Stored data
_ _ _ _

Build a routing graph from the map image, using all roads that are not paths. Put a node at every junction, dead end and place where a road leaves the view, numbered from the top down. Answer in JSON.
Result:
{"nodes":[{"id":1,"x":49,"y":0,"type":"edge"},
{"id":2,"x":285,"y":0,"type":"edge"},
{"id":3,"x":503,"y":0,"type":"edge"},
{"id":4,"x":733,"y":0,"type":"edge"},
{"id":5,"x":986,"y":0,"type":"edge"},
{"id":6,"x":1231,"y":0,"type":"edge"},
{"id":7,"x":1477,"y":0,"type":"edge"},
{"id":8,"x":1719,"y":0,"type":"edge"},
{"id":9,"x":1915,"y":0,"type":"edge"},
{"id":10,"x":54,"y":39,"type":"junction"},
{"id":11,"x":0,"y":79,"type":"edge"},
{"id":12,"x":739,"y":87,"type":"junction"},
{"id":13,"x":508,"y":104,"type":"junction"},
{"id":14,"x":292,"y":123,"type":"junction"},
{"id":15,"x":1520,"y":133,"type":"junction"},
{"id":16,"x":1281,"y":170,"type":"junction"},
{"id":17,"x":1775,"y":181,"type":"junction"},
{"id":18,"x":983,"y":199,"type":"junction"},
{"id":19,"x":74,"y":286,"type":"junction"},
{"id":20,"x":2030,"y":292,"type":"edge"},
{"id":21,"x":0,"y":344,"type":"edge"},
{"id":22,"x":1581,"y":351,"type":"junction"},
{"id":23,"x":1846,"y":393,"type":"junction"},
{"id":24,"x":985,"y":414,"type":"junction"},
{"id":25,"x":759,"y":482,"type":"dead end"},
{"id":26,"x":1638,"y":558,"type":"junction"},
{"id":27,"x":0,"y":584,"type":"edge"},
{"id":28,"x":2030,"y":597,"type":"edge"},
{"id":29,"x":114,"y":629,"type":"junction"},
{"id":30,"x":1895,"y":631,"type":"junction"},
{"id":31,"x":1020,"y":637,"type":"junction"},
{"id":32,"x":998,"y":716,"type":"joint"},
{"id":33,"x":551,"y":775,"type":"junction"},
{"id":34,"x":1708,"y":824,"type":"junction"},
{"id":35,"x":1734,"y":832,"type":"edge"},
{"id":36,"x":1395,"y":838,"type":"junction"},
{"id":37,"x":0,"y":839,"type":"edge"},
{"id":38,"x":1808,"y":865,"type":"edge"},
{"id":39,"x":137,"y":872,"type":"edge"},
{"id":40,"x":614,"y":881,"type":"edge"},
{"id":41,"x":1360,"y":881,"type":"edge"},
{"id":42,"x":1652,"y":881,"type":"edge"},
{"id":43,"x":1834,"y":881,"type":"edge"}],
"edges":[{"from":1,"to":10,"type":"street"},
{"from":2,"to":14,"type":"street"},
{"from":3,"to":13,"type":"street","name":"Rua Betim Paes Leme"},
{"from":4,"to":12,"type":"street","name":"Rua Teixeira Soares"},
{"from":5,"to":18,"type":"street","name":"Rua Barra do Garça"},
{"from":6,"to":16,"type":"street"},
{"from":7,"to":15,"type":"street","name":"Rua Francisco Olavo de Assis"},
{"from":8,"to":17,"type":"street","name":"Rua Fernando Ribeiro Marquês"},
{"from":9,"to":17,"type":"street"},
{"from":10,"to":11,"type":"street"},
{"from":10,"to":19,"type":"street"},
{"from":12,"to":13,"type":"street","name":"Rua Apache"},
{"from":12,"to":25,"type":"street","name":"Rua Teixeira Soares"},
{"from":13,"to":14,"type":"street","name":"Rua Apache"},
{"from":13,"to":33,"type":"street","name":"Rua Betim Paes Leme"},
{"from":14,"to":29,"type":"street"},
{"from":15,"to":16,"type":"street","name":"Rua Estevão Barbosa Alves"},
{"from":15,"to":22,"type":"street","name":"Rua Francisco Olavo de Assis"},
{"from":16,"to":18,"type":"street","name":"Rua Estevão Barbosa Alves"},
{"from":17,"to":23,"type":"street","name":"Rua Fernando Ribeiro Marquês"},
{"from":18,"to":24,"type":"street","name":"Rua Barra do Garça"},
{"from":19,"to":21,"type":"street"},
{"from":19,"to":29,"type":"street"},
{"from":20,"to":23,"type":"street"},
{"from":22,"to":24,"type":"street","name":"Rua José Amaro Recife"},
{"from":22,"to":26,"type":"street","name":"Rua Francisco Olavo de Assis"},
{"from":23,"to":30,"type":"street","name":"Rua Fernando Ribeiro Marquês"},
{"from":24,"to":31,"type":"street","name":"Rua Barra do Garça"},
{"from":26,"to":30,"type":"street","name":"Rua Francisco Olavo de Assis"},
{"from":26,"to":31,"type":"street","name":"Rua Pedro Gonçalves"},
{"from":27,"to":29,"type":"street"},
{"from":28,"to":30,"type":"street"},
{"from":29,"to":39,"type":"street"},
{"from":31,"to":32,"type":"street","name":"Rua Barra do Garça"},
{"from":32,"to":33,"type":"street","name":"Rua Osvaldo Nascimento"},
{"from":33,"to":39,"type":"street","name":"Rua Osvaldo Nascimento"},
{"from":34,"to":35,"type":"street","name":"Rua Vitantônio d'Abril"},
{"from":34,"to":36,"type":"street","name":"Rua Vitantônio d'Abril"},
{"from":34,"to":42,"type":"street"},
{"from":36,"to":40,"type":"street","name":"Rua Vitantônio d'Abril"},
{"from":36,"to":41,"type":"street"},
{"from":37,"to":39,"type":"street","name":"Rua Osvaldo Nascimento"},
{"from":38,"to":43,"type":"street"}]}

_ _ _ _

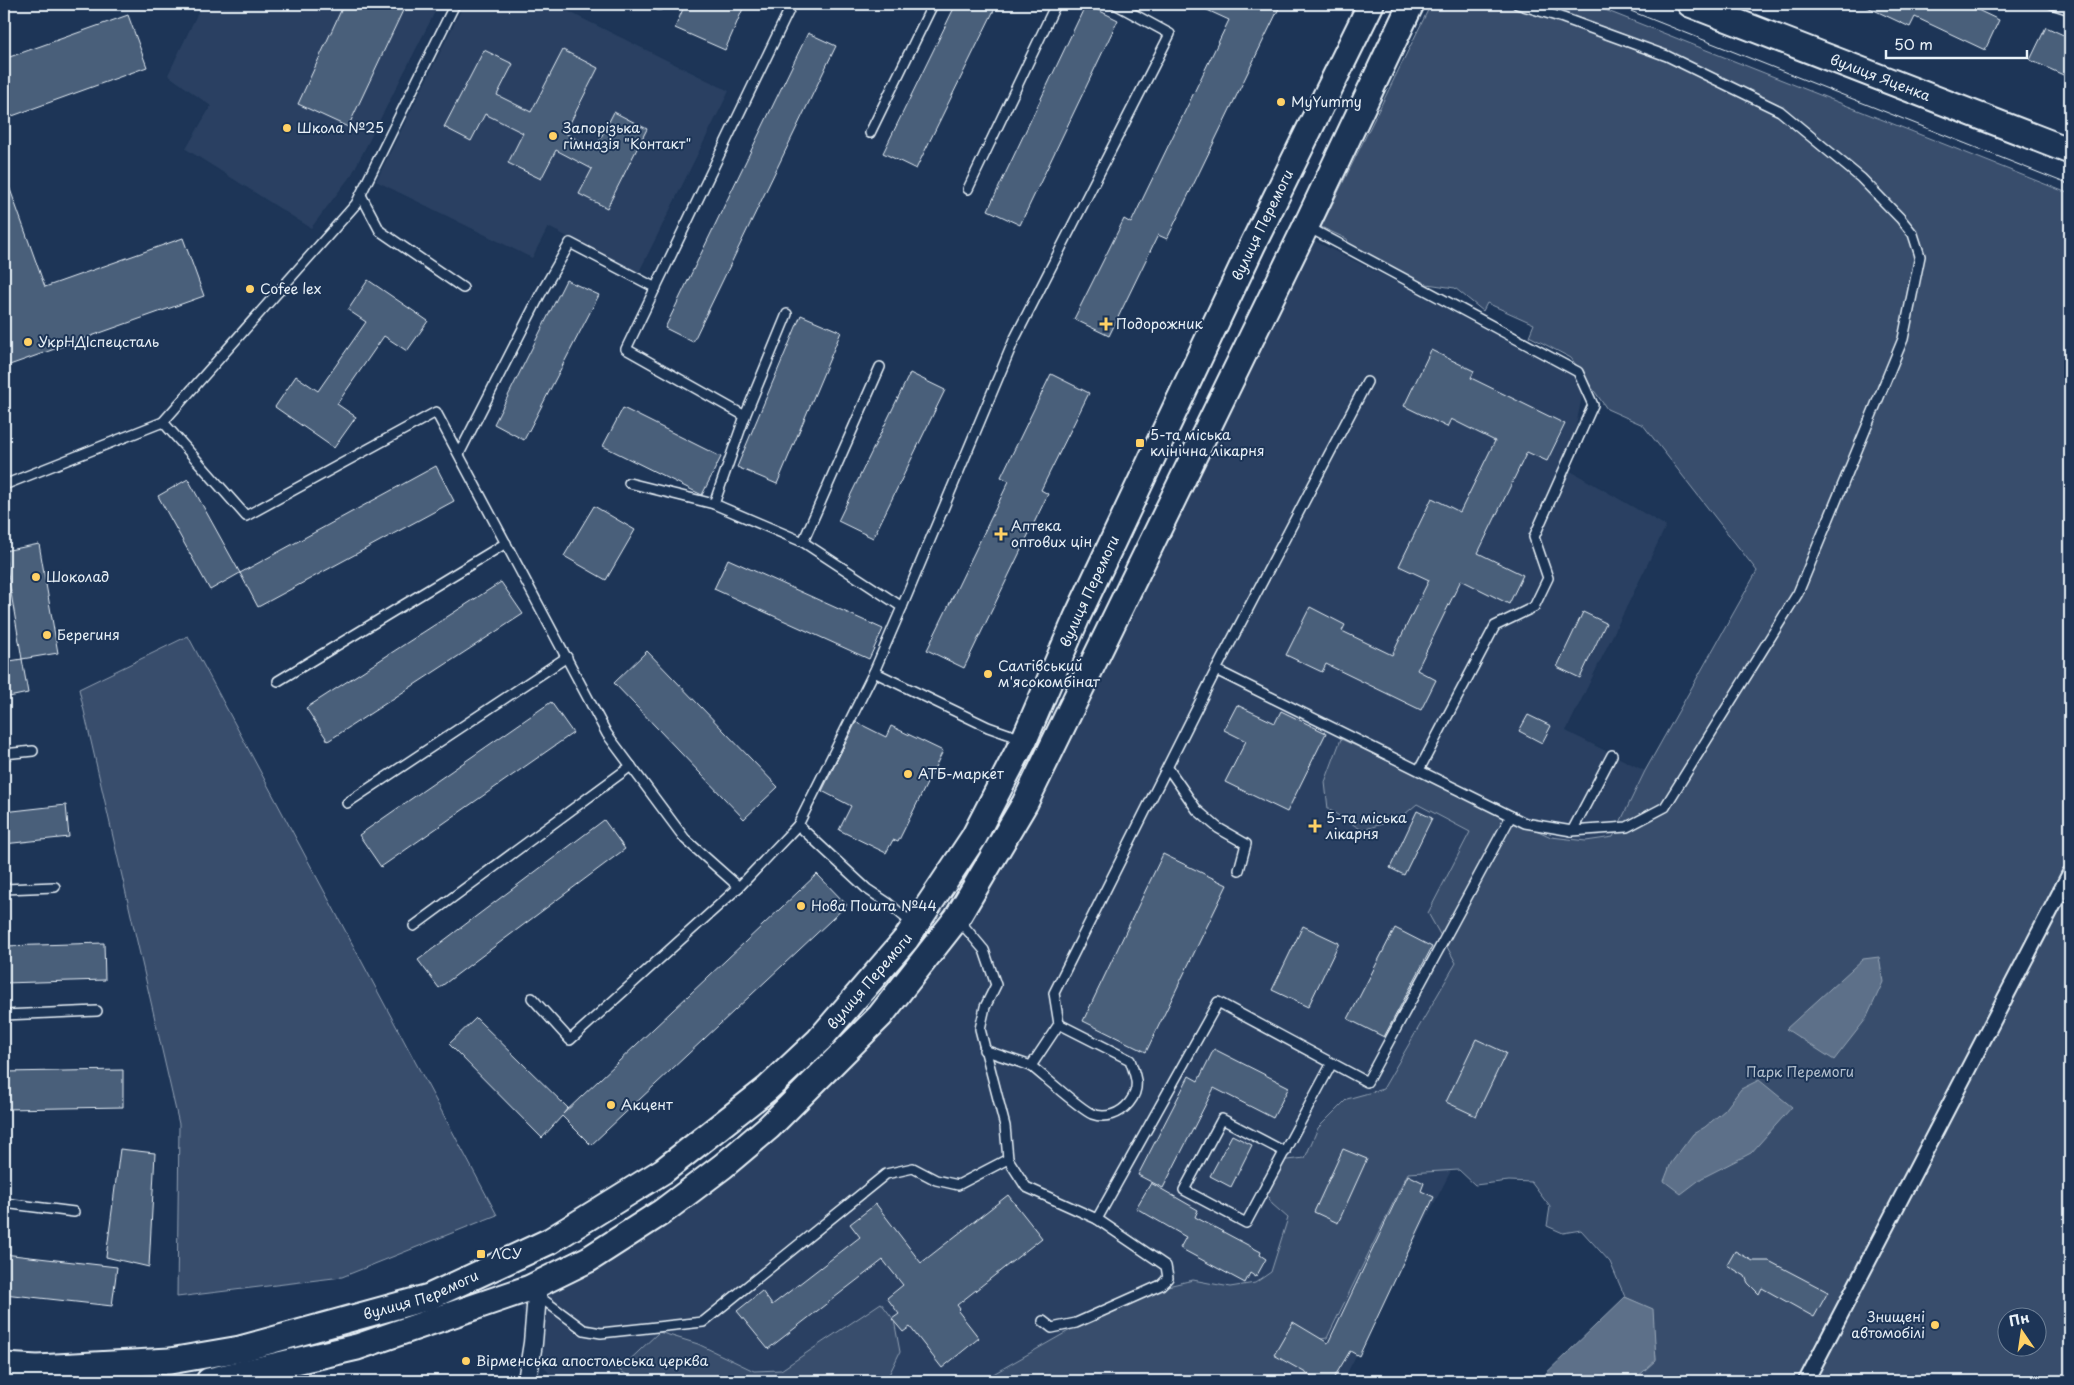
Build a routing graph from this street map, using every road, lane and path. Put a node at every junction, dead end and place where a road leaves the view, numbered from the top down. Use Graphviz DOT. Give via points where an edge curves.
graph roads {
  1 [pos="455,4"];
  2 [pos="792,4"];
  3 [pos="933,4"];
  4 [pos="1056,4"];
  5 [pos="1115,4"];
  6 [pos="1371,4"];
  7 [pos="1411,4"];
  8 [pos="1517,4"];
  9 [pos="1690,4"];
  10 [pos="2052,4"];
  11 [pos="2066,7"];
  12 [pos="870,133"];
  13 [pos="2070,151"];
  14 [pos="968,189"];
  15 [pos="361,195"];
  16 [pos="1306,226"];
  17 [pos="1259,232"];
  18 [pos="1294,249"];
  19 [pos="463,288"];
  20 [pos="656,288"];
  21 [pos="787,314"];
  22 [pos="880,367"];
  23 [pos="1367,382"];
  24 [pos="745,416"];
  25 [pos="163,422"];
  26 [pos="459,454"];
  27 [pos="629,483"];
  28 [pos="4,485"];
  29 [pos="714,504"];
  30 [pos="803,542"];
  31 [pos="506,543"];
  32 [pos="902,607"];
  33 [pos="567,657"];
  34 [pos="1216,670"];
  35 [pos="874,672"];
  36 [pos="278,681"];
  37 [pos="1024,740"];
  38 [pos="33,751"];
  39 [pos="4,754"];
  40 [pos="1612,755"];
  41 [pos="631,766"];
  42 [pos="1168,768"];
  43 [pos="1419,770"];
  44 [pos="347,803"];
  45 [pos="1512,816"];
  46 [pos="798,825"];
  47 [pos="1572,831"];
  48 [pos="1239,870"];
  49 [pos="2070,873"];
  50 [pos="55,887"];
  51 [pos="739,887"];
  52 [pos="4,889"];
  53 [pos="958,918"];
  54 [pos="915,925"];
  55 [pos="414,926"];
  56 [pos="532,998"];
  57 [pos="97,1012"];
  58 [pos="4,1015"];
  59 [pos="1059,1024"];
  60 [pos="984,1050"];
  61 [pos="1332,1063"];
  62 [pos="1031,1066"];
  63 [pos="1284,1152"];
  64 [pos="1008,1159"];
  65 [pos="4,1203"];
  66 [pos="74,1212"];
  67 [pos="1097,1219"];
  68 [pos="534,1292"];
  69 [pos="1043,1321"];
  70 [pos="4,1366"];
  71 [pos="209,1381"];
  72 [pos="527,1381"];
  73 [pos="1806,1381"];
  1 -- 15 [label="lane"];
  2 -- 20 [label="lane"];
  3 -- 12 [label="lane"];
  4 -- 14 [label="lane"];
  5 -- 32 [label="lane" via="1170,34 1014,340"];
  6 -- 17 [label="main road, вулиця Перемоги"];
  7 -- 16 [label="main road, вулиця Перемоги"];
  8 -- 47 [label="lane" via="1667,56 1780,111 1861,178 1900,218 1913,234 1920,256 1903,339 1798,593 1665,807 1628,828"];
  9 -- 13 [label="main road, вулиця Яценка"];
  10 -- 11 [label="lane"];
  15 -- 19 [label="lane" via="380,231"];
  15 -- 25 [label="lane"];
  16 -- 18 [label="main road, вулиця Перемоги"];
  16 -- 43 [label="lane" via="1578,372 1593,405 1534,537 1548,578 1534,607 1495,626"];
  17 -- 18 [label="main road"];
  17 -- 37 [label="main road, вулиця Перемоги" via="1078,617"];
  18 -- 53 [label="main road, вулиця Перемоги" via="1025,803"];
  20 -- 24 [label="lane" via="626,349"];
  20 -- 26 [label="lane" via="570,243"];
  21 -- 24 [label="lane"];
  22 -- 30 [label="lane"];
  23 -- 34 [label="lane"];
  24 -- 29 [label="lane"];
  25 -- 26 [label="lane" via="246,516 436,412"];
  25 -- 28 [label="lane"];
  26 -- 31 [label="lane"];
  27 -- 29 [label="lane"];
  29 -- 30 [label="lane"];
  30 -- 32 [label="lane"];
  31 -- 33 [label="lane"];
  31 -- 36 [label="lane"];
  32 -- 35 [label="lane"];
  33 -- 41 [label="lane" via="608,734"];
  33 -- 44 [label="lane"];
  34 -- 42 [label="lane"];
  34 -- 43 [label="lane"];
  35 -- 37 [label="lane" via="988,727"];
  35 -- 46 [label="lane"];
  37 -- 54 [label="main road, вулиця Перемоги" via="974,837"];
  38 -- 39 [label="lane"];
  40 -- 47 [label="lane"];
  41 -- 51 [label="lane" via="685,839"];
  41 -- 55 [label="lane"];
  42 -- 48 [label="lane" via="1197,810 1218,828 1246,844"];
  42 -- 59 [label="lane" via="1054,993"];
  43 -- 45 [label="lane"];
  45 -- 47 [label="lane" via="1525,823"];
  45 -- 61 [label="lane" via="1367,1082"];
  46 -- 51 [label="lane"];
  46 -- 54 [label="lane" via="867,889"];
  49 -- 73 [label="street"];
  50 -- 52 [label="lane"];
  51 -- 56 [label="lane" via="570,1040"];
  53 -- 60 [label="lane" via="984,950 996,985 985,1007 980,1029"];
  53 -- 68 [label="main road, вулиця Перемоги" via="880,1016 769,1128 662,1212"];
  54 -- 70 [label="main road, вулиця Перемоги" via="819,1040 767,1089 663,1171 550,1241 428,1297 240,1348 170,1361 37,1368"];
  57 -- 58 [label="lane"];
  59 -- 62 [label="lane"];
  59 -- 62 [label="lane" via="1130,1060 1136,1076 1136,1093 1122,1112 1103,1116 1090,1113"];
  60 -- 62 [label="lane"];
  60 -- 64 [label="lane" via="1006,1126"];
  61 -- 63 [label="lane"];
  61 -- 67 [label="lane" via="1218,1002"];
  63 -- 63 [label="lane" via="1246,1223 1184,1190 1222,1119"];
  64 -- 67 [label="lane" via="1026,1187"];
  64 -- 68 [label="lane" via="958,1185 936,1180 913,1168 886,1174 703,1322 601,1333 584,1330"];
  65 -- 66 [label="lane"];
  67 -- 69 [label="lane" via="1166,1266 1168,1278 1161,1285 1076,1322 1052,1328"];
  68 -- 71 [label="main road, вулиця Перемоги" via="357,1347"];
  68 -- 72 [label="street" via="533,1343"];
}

_ _ _ _

Search the records for the word "Barbosa". Copy every line that has it.

▸ SOLUTION FOR THIS PROBLEM:
{"from":15,"to":16,"type":"street","name":"Rua Estevão Barbosa Alves"},
{"from":16,"to":18,"type":"street","name":"Rua Estevão Barbosa Alves"},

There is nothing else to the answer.